● **REQUIRED WORK**:
Return only the lines from the top of the material through the line marked by "1px #a4a8a4) drop-shadow(0", unaltered.

● **DATASET ENTRIES**:
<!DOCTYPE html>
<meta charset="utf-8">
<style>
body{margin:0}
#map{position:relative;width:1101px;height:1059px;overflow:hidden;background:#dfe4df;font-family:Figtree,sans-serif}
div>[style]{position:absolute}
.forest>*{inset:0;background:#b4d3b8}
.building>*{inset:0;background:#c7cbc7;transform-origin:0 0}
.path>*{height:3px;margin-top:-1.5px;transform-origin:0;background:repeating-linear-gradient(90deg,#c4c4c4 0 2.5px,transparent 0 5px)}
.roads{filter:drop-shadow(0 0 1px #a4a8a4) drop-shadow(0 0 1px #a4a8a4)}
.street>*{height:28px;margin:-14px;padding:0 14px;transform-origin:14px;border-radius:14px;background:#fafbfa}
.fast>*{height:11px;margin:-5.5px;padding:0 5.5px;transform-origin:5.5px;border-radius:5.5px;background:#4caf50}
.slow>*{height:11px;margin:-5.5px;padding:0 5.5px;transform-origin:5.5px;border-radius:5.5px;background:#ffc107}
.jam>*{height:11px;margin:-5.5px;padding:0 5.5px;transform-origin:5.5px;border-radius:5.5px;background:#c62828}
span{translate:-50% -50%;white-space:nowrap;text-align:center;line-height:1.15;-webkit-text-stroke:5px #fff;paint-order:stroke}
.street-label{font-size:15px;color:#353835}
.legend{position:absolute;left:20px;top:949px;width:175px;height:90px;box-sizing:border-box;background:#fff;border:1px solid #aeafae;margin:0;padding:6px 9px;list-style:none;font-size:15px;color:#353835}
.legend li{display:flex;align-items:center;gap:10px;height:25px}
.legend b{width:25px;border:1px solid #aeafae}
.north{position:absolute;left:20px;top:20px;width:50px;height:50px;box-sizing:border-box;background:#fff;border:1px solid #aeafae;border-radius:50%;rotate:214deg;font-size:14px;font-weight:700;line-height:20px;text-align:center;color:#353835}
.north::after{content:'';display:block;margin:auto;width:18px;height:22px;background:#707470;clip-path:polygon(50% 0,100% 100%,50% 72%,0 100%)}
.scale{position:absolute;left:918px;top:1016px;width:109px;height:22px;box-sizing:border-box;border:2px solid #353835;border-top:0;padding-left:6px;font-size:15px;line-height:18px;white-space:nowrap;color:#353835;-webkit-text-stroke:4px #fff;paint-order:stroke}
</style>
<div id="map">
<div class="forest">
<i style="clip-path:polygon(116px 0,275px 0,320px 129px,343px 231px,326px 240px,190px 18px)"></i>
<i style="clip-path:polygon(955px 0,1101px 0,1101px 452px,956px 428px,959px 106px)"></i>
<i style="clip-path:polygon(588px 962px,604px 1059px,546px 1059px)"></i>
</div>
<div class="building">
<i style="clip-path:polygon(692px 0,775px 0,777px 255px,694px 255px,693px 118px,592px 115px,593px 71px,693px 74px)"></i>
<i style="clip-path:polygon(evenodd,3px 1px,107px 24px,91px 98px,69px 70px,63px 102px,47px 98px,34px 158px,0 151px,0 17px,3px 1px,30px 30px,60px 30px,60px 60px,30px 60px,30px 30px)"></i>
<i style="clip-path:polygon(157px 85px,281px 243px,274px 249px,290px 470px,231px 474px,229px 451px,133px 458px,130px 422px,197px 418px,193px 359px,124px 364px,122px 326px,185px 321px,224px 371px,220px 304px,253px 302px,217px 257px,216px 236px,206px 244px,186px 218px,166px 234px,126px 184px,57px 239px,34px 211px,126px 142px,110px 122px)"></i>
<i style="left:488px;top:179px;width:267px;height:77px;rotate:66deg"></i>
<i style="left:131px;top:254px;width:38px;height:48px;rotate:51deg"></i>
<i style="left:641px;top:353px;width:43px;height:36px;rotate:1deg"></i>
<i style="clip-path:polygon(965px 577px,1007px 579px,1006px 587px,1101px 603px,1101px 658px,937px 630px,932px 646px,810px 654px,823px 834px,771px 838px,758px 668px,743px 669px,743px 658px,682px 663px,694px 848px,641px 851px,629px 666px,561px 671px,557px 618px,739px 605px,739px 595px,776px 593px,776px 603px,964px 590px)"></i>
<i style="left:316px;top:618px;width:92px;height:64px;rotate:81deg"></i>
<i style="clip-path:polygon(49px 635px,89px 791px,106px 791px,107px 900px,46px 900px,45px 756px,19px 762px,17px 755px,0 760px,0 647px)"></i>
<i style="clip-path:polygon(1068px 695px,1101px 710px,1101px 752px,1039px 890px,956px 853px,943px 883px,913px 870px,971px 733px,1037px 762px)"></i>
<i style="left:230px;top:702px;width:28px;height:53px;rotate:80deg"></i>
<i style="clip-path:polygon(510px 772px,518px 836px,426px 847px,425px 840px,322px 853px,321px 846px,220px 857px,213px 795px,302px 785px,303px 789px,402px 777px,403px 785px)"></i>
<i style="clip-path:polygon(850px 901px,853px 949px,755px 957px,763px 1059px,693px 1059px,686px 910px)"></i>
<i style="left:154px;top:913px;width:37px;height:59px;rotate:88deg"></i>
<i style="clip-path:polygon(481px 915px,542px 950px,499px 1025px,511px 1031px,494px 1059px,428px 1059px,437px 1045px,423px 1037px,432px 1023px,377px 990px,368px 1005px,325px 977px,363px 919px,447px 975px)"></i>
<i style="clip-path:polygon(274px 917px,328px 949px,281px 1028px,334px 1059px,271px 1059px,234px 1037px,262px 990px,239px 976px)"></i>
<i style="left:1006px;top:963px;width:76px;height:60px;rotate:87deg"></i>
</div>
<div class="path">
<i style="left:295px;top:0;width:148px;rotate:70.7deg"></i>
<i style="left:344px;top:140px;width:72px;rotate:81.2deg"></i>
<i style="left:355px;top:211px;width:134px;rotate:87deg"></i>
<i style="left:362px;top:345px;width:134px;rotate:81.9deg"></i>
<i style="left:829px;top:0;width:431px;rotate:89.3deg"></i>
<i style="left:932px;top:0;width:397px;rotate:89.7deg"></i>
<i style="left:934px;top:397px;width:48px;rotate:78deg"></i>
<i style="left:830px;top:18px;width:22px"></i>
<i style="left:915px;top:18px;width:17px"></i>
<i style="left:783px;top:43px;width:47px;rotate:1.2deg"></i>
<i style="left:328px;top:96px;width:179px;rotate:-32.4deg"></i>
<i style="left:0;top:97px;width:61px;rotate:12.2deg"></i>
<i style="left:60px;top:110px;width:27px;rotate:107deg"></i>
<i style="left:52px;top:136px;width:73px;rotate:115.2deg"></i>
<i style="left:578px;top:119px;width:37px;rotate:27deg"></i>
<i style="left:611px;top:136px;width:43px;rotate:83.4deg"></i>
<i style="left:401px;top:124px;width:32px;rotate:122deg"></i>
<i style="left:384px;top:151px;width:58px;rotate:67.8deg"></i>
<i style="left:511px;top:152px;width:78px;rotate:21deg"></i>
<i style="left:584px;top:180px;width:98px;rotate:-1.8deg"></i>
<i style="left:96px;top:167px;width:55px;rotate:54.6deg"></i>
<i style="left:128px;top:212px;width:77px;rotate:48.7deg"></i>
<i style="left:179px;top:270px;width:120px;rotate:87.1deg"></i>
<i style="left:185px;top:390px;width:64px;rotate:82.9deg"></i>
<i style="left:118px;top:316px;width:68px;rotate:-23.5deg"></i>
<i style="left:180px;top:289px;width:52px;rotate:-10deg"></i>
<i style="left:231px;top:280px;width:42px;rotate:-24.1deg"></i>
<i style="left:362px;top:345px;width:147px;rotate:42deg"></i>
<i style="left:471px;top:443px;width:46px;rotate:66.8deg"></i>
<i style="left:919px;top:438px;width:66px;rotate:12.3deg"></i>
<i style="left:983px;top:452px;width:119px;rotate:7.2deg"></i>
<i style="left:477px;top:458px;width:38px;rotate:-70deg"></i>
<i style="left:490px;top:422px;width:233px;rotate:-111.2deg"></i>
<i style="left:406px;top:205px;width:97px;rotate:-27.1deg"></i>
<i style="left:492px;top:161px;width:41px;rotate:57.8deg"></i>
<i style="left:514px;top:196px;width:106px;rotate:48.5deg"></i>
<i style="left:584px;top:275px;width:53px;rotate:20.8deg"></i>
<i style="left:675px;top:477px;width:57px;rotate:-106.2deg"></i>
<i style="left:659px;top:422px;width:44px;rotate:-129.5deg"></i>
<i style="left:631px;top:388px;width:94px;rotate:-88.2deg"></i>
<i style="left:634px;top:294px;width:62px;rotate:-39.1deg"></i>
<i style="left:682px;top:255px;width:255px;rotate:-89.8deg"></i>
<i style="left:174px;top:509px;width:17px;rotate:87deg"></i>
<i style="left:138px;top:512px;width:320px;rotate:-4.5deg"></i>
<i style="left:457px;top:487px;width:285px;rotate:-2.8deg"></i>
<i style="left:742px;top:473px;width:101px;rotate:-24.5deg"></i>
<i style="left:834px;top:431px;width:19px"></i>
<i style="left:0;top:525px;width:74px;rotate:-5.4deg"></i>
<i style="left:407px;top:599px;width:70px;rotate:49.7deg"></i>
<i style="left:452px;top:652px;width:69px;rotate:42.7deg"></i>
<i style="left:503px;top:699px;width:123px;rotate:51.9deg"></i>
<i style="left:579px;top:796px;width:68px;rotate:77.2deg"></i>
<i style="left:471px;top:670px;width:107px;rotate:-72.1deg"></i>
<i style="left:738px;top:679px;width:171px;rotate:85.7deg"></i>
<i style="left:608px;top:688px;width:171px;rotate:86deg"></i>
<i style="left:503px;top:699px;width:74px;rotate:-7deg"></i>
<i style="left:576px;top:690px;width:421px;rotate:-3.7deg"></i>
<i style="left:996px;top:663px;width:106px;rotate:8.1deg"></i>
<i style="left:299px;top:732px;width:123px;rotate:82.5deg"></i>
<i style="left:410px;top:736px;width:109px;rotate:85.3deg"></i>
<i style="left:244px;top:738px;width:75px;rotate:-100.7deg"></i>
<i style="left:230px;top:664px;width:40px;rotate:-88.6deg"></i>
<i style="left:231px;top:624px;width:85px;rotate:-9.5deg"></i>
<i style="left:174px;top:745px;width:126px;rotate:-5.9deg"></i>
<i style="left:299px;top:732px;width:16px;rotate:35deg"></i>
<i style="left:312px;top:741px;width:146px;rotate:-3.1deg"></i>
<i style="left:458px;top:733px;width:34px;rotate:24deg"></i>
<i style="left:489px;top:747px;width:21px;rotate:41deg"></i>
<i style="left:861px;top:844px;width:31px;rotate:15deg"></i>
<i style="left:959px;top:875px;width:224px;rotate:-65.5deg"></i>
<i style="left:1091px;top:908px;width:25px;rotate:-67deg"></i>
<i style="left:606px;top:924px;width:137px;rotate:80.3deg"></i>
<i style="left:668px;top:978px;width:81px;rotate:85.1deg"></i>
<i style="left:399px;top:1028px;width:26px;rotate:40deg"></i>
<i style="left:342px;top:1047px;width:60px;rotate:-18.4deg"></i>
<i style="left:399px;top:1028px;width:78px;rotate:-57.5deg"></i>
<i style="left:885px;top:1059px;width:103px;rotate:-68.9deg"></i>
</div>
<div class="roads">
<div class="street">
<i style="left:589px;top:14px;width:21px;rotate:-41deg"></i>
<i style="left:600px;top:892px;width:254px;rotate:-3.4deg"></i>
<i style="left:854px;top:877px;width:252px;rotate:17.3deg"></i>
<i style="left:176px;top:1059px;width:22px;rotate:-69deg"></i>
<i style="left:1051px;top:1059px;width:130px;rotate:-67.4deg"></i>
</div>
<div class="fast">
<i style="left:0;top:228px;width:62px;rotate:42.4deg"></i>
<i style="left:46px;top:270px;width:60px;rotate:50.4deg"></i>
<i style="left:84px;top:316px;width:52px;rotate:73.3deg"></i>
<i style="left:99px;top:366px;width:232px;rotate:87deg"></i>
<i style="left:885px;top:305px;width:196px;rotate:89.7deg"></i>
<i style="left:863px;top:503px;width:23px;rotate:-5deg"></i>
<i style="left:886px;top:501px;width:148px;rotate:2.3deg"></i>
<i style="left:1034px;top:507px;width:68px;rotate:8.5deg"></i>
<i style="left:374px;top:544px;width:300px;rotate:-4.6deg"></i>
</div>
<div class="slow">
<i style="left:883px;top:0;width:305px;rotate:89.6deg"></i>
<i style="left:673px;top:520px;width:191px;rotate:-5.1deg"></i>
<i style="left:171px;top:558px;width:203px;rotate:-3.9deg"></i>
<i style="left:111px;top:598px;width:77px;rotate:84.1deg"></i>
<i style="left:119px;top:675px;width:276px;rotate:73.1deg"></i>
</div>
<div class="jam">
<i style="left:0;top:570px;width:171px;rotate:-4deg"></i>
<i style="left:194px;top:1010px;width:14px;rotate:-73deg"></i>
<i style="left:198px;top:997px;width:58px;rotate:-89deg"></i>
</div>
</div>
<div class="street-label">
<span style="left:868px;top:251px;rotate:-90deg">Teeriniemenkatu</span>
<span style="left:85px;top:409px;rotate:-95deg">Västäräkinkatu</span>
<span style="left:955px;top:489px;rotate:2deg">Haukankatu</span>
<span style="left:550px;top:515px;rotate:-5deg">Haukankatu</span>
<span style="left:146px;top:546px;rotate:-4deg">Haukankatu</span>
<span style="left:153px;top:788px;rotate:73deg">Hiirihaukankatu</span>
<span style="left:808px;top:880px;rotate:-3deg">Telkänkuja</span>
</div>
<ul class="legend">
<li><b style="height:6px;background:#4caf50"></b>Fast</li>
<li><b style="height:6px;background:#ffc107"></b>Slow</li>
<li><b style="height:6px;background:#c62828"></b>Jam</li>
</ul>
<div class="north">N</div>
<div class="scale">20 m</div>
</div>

● **EXERCISE RESPONSE**:
<!DOCTYPE html>
<meta charset="utf-8">
<style>
body{margin:0}
#map{position:relative;width:1101px;height:1059px;overflow:hidden;background:#dfe4df;font-family:Figtree,sans-serif}
div>[style]{position:absolute}
.forest>*{inset:0;background:#b4d3b8}
.building>*{inset:0;background:#c7cbc7;transform-origin:0 0}
.path>*{height:3px;margin-top:-1.5px;transform-origin:0;background:repeating-linear-gradient(90deg,#c4c4c4 0 2.5px,transparent 0 5px)}
.roads{filter:drop-shadow(0 0 1px #a4a8a4) drop-shadow(0 0 1px #a4a8a4)}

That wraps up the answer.